Take the listing below and print exactly the lines starting at the line containing "font.textToGlyphs(s, strlen(s), SkTextEncoding::kUTF8, glyphs);" and ending at the line containing "SkPath result = *SkParsePath::FromSVGString(data);", both ends included, and no others.
※
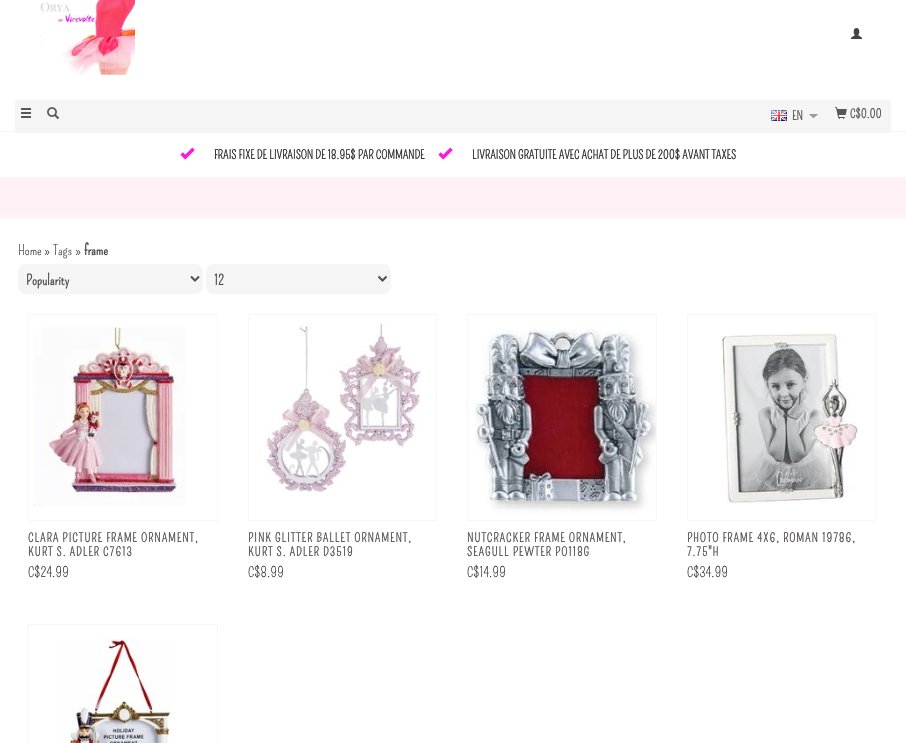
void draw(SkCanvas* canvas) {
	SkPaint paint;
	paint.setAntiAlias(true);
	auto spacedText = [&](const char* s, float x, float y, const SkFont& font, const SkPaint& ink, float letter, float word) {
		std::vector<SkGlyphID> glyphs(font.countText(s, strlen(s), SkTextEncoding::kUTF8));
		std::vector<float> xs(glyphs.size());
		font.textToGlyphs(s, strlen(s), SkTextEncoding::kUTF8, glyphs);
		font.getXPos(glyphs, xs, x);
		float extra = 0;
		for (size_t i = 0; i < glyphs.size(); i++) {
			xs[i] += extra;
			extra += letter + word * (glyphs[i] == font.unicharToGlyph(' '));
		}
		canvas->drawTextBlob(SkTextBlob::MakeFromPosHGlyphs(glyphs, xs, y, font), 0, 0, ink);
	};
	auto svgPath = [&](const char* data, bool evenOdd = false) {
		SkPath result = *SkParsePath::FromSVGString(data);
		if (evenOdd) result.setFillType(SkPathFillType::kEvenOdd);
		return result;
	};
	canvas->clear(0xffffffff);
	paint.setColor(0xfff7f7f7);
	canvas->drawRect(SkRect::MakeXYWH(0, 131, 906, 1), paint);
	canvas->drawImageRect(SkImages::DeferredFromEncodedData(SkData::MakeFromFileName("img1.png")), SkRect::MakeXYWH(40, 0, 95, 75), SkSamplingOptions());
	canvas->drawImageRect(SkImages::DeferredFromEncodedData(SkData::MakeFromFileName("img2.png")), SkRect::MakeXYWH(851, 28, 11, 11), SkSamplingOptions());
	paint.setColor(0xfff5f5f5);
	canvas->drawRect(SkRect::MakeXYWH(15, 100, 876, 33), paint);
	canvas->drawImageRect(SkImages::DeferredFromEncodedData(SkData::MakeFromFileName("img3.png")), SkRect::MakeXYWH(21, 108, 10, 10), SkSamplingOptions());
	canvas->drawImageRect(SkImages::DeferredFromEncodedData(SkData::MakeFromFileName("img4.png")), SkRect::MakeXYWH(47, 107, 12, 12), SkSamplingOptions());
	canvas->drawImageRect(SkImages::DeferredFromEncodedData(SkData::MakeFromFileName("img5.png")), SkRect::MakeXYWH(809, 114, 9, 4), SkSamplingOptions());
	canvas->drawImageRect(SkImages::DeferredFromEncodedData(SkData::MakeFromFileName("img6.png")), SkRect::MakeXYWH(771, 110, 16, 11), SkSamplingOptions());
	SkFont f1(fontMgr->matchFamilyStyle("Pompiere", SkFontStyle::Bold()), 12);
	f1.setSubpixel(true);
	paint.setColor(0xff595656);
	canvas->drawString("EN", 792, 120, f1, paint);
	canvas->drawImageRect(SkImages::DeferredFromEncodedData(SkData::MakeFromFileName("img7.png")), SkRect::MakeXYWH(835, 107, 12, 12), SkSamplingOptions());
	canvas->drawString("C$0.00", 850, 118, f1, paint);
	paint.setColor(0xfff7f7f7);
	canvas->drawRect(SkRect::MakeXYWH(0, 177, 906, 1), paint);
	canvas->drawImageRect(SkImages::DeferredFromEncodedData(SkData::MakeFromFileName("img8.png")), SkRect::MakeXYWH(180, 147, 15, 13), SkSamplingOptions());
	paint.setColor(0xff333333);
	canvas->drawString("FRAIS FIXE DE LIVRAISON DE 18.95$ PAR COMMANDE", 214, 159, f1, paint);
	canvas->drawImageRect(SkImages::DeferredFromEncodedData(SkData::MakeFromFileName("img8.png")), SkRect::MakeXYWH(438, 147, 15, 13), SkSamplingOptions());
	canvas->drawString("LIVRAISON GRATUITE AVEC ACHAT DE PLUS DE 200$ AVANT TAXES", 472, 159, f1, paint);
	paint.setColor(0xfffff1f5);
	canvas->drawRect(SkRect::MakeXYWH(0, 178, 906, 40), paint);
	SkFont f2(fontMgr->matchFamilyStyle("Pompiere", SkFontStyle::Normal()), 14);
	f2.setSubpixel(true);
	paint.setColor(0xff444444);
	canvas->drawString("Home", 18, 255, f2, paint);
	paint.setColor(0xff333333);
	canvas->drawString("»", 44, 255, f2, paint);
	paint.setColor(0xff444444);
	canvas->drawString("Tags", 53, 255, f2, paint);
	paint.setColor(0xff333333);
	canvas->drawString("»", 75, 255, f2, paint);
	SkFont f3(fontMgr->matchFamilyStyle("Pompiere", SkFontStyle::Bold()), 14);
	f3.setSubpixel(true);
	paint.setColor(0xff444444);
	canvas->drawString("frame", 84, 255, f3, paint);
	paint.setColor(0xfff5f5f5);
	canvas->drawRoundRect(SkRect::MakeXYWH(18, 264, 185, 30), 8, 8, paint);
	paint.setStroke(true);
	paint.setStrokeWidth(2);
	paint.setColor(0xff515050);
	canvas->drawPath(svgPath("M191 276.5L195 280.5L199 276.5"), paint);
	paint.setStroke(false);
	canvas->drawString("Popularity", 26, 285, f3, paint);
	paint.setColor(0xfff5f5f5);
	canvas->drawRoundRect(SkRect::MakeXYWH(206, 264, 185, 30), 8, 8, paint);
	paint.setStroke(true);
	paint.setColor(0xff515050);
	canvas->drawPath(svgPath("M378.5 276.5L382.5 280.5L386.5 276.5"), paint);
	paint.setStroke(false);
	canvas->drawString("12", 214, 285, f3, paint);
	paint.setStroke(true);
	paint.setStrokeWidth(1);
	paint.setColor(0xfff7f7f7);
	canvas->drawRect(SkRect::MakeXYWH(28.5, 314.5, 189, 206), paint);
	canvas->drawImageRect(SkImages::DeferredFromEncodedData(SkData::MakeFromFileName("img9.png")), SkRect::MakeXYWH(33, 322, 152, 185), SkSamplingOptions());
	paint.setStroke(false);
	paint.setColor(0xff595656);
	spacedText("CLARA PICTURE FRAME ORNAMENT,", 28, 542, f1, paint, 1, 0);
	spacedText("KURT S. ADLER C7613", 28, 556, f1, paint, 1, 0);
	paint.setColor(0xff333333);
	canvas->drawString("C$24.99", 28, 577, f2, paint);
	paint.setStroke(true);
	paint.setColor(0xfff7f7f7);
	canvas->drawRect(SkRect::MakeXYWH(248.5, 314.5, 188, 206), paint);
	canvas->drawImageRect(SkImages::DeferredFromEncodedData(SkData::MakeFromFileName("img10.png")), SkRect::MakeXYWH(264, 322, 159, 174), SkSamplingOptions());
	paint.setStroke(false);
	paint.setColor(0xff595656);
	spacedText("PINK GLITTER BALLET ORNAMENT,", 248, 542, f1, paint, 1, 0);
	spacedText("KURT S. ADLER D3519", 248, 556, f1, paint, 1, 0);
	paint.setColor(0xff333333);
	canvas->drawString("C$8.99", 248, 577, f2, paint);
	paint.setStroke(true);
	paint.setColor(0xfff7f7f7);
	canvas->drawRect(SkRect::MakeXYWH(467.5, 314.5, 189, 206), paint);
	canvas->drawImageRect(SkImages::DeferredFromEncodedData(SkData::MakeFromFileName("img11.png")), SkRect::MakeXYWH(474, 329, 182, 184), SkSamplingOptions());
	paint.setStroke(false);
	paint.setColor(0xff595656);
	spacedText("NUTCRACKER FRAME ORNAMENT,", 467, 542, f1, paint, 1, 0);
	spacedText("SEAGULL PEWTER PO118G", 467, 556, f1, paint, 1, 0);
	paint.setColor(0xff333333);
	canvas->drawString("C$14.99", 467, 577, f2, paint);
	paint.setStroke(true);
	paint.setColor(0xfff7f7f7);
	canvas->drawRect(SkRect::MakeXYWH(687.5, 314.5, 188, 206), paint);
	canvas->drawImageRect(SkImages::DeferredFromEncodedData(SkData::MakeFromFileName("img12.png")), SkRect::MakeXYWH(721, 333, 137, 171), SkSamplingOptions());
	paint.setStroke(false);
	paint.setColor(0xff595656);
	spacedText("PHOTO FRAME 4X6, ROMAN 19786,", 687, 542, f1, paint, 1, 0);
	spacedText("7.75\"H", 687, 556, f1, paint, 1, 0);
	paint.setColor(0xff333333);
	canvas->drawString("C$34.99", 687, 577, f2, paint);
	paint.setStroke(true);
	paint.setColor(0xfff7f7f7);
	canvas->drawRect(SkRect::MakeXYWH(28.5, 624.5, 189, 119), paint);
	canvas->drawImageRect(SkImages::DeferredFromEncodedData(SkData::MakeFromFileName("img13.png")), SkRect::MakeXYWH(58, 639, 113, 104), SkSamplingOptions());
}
※
> _WRITTEN SOLUTION_:
		font.textToGlyphs(s, strlen(s), SkTextEncoding::kUTF8, glyphs);
		font.getXPos(glyphs, xs, x);
		float extra = 0;
		for (size_t i = 0; i < glyphs.size(); i++) {
			xs[i] += extra;
			extra += letter + word * (glyphs[i] == font.unicharToGlyph(' '));
		}
		canvas->drawTextBlob(SkTextBlob::MakeFromPosHGlyphs(glyphs, xs, y, font), 0, 0, ink);
	};
	auto svgPath = [&](const char* data, bool evenOdd = false) {
		SkPath result = *SkParsePath::FromSVGString(data);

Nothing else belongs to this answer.